▸ **Problem to solve**: Look for "them" in the listing below. Gather each line that contains it.

▸ **Records shown**:
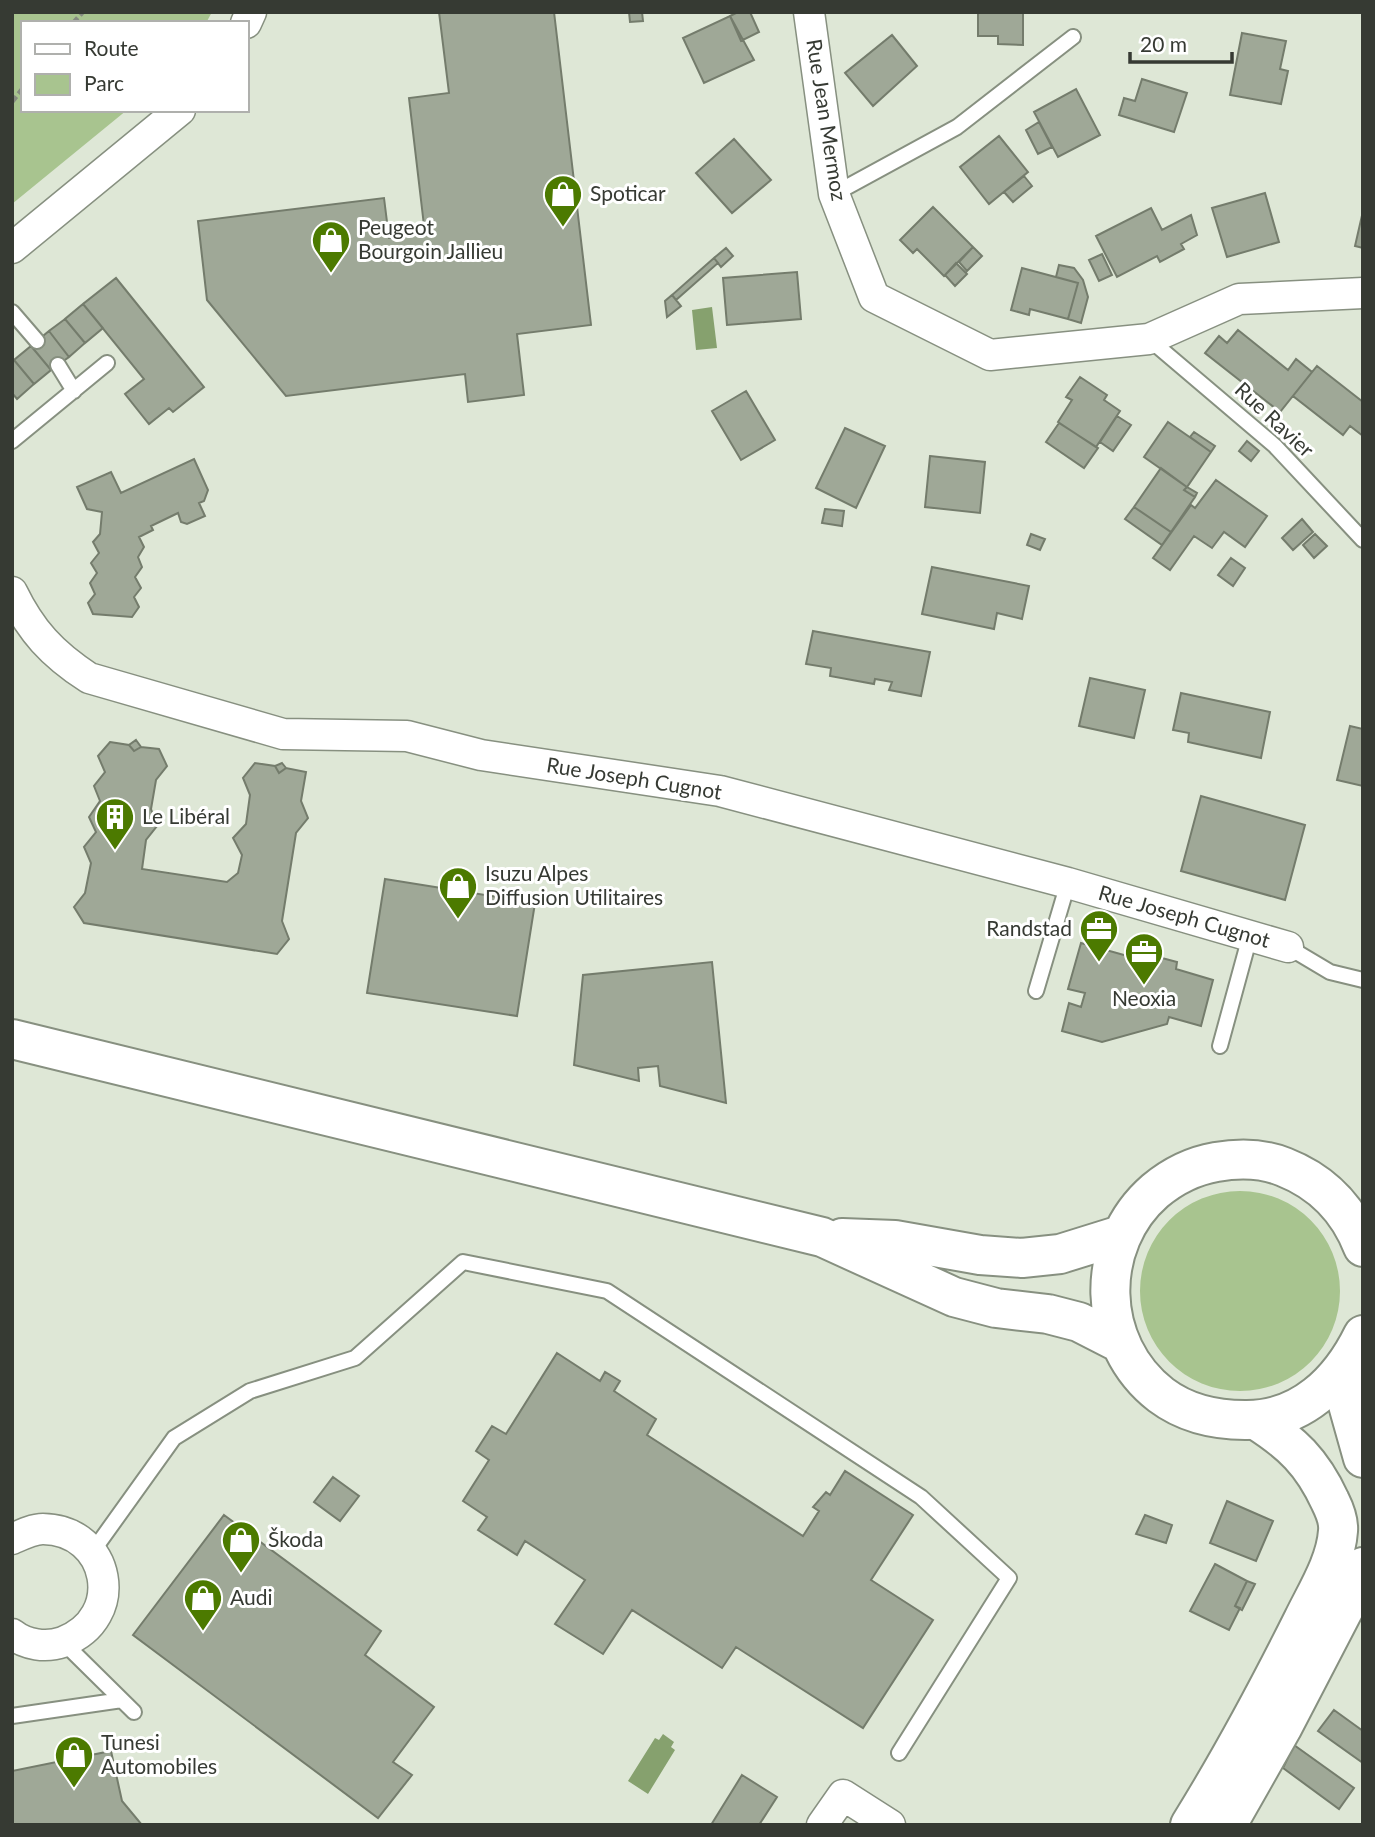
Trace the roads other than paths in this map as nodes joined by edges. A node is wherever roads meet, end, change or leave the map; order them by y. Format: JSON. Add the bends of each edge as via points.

--

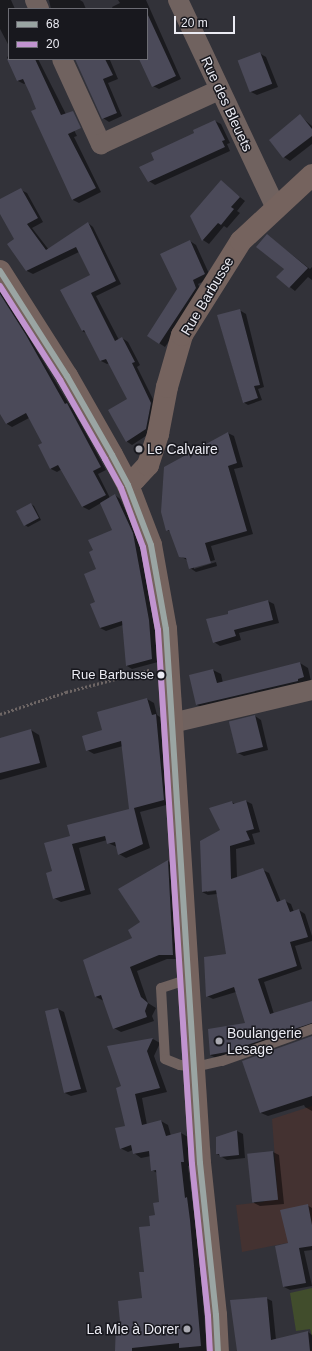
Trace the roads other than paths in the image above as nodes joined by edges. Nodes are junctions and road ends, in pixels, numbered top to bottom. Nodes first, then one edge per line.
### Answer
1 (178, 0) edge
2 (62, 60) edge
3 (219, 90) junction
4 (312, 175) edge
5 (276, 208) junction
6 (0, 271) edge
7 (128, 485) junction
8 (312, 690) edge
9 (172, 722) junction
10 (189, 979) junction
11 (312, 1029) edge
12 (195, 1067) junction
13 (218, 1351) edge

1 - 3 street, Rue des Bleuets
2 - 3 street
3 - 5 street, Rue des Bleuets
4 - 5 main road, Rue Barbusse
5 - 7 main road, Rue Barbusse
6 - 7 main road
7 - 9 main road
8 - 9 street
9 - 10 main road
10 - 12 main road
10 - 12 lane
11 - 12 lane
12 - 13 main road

...

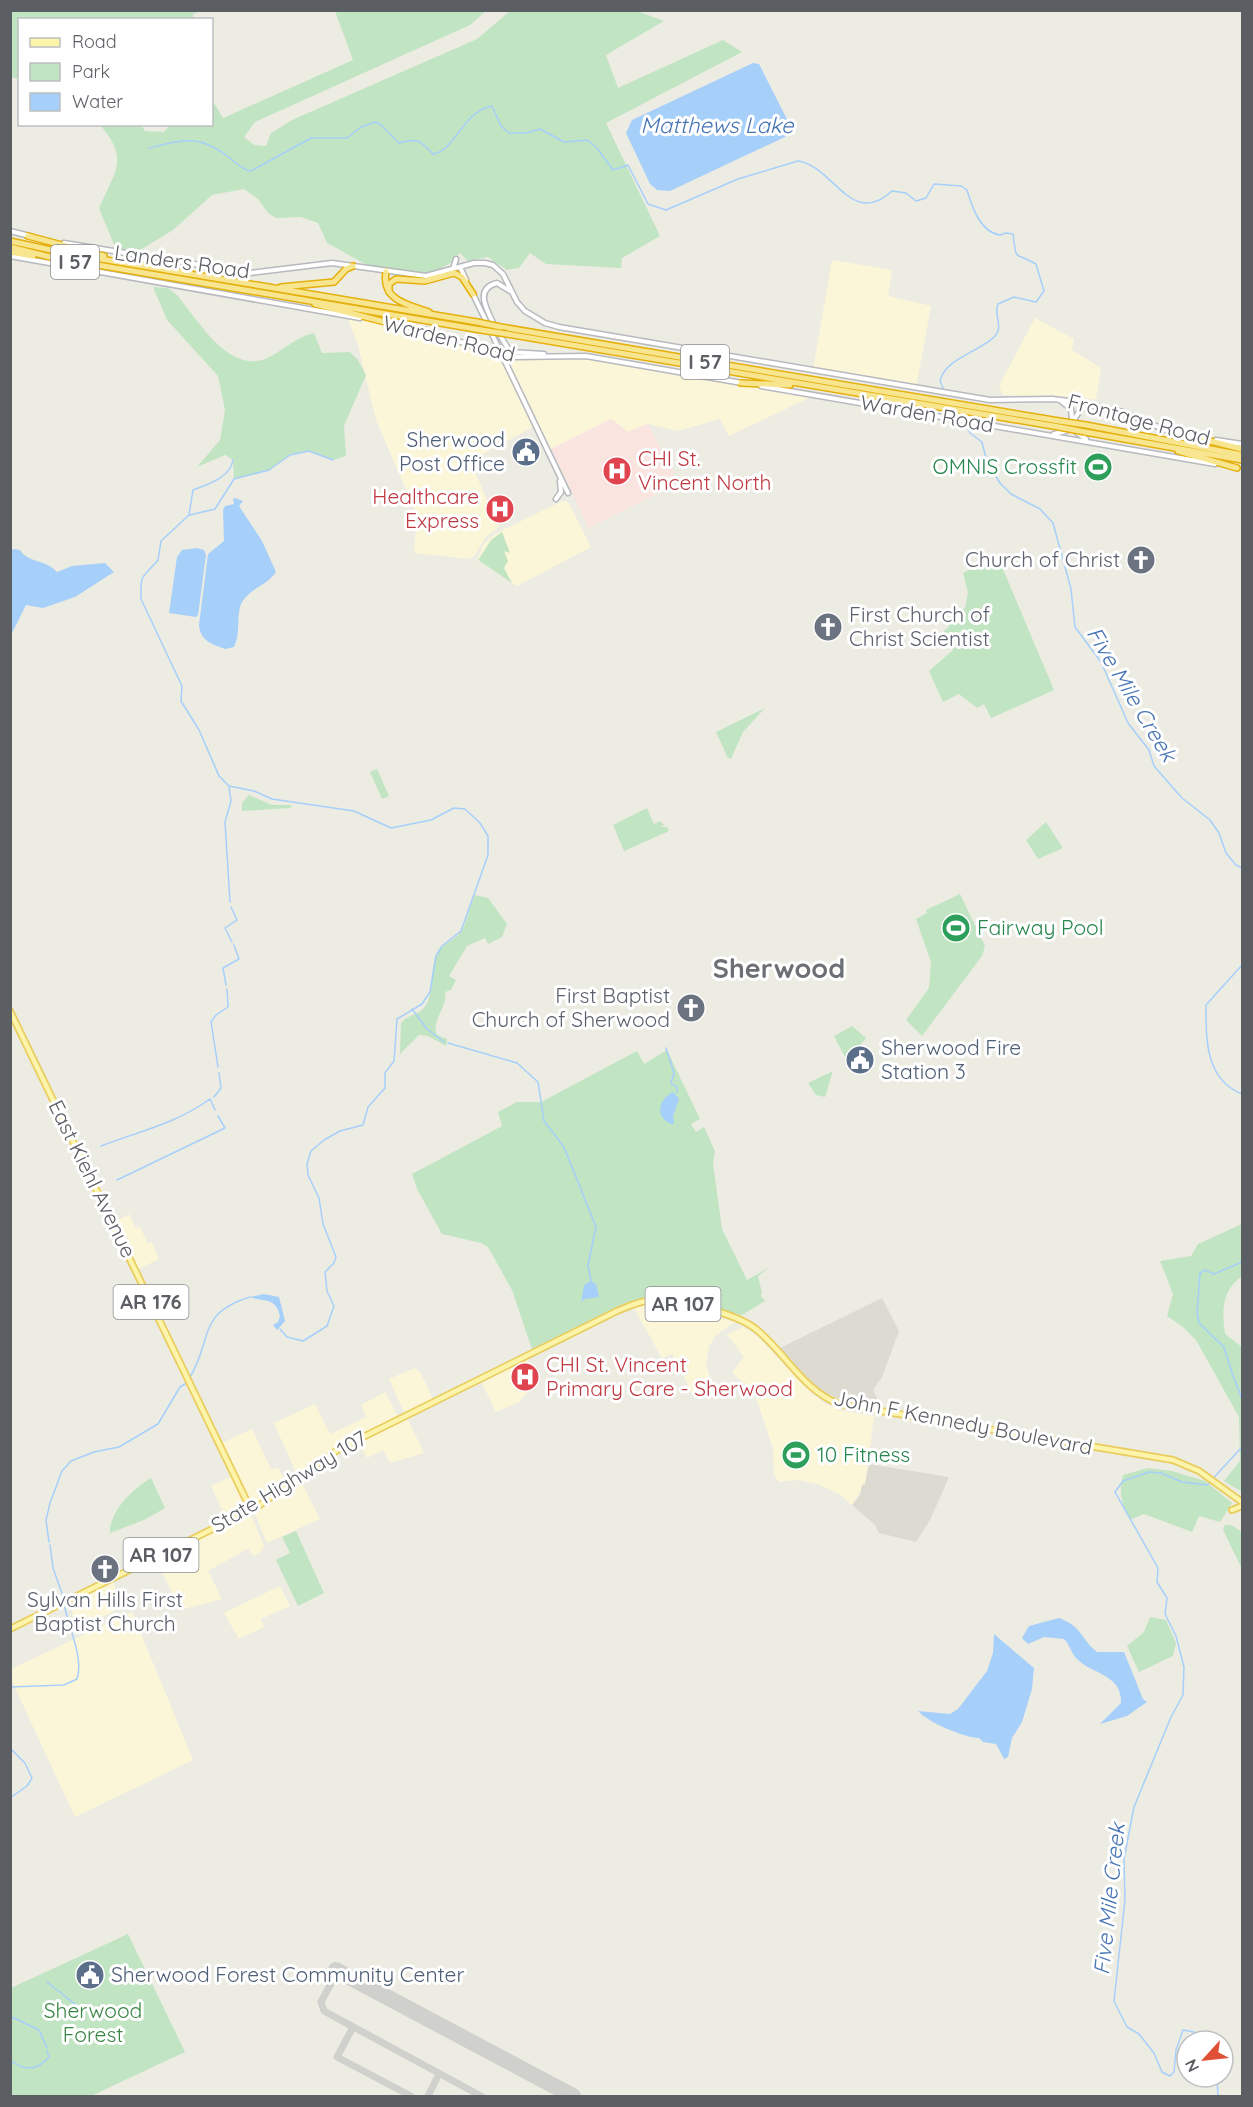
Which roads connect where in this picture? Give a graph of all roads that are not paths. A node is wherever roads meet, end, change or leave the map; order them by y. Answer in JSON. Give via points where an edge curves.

▸ **Task solution**:
Trace the roads other than paths in this map as nodes joined by edges. A node is wherever roads meet, end, change or leave the map; order them by y. Format: JSON. Add the bends of each edge as via points.
Which roads connect where in this picture? Give a graph of all roads that are not paths. A node is wherever roads meet, end, change or leave the map; order them by y. Answer in JSON. Give via points where an edge curves.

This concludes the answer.